Excerpts from a dataset
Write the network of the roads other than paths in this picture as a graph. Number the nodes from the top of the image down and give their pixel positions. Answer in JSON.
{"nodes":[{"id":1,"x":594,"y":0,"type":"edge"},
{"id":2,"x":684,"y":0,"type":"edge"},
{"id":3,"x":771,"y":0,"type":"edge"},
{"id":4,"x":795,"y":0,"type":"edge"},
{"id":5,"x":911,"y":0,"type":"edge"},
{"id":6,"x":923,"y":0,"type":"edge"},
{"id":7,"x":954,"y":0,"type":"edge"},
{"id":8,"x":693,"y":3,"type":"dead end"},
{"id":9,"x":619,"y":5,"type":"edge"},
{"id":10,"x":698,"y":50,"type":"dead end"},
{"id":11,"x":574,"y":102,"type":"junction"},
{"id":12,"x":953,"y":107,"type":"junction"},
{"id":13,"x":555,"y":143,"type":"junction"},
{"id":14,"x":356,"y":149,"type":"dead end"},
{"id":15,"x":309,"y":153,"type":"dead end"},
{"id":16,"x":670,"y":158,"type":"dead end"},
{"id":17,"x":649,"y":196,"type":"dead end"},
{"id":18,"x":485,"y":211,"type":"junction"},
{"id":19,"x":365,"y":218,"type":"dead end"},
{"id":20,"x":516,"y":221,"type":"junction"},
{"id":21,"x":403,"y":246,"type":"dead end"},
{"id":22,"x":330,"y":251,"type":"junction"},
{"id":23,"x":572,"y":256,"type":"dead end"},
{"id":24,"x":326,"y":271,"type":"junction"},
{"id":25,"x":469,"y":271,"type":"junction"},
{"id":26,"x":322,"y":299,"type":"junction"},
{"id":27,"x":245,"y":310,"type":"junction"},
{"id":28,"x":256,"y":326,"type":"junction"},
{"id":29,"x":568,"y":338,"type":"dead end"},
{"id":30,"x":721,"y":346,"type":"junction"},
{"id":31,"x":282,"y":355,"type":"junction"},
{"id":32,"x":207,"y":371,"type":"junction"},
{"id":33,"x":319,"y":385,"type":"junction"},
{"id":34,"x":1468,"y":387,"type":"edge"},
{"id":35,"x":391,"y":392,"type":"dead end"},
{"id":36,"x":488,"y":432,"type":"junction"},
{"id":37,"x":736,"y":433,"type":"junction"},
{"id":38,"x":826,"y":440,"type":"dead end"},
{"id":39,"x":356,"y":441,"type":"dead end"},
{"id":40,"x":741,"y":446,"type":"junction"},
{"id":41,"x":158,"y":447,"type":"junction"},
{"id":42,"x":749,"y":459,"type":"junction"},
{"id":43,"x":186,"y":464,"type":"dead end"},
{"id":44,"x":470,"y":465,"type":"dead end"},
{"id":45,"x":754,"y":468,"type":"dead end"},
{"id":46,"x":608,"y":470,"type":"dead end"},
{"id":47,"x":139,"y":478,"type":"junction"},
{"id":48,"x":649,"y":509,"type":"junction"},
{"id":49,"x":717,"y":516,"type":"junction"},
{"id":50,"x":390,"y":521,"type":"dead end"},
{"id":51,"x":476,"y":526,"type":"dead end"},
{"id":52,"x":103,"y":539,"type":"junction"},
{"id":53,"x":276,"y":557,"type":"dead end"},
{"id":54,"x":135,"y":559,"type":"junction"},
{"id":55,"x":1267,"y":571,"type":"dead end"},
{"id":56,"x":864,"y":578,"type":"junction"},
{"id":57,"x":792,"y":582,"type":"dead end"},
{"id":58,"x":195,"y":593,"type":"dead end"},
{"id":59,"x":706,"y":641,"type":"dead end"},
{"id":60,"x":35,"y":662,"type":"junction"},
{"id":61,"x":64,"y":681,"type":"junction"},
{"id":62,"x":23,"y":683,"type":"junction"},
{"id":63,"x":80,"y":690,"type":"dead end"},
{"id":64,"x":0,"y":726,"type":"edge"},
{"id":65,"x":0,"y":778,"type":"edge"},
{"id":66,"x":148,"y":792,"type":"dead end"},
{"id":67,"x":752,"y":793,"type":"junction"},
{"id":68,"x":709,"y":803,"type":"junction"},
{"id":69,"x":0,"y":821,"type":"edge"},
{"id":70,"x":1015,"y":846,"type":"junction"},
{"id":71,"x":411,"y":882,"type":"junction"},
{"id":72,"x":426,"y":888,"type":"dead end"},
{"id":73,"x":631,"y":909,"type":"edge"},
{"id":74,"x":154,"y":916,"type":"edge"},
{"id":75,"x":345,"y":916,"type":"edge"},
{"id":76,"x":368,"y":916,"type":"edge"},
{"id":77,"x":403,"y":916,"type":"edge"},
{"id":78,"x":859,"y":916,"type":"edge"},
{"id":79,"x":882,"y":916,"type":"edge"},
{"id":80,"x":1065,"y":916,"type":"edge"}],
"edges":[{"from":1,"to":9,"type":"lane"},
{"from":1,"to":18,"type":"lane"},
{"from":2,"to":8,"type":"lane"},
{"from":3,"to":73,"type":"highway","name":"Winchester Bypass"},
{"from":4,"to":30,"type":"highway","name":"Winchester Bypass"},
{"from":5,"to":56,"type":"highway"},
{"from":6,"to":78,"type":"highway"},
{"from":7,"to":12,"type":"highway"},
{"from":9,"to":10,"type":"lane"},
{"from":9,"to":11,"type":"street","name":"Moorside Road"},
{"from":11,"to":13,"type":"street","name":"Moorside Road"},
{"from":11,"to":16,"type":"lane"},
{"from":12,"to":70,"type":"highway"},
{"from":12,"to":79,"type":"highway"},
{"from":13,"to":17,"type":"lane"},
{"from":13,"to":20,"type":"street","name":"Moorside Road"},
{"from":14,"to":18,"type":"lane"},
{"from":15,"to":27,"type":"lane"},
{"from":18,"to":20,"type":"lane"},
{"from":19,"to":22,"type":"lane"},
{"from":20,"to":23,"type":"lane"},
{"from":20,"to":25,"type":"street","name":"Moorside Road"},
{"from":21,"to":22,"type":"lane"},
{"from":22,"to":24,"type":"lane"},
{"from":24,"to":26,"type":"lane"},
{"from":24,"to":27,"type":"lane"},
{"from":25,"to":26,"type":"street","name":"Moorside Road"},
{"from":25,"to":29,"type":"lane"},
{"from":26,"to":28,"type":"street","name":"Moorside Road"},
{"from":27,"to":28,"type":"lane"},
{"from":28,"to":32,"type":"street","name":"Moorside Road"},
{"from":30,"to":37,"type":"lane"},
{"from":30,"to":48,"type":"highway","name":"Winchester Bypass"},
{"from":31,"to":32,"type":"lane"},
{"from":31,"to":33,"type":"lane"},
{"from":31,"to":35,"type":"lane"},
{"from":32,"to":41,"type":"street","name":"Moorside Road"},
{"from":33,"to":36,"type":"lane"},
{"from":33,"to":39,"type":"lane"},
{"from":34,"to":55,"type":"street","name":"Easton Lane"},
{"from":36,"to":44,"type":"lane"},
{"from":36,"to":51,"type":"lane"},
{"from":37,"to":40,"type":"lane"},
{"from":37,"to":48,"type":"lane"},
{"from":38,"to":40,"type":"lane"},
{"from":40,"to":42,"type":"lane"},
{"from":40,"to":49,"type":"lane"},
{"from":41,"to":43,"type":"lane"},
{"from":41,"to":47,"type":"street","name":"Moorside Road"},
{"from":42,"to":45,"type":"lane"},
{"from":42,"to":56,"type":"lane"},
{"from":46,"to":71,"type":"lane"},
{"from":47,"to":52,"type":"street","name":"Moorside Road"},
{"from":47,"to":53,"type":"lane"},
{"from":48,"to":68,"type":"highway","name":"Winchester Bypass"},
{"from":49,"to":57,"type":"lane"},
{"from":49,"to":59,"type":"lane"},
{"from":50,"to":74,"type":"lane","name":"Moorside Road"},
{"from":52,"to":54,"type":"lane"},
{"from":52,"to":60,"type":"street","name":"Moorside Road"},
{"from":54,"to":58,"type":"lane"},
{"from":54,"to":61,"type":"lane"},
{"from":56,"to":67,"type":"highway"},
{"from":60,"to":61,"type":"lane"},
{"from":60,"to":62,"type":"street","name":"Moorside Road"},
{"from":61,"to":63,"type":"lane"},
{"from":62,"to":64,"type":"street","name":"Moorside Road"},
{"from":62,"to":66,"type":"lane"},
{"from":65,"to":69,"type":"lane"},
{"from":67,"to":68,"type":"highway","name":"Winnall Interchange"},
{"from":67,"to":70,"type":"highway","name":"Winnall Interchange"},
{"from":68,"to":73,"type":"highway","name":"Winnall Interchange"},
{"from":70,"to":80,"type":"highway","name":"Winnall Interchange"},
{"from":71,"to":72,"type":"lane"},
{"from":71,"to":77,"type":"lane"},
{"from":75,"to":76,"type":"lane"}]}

Exercise aim → Which of the lines above contain "Bypass"? Return them all.

Answer below →
{"from":3,"to":73,"type":"highway","name":"Winchester Bypass"},
{"from":4,"to":30,"type":"highway","name":"Winchester Bypass"},
{"from":30,"to":48,"type":"highway","name":"Winchester Bypass"},
{"from":48,"to":68,"type":"highway","name":"Winchester Bypass"},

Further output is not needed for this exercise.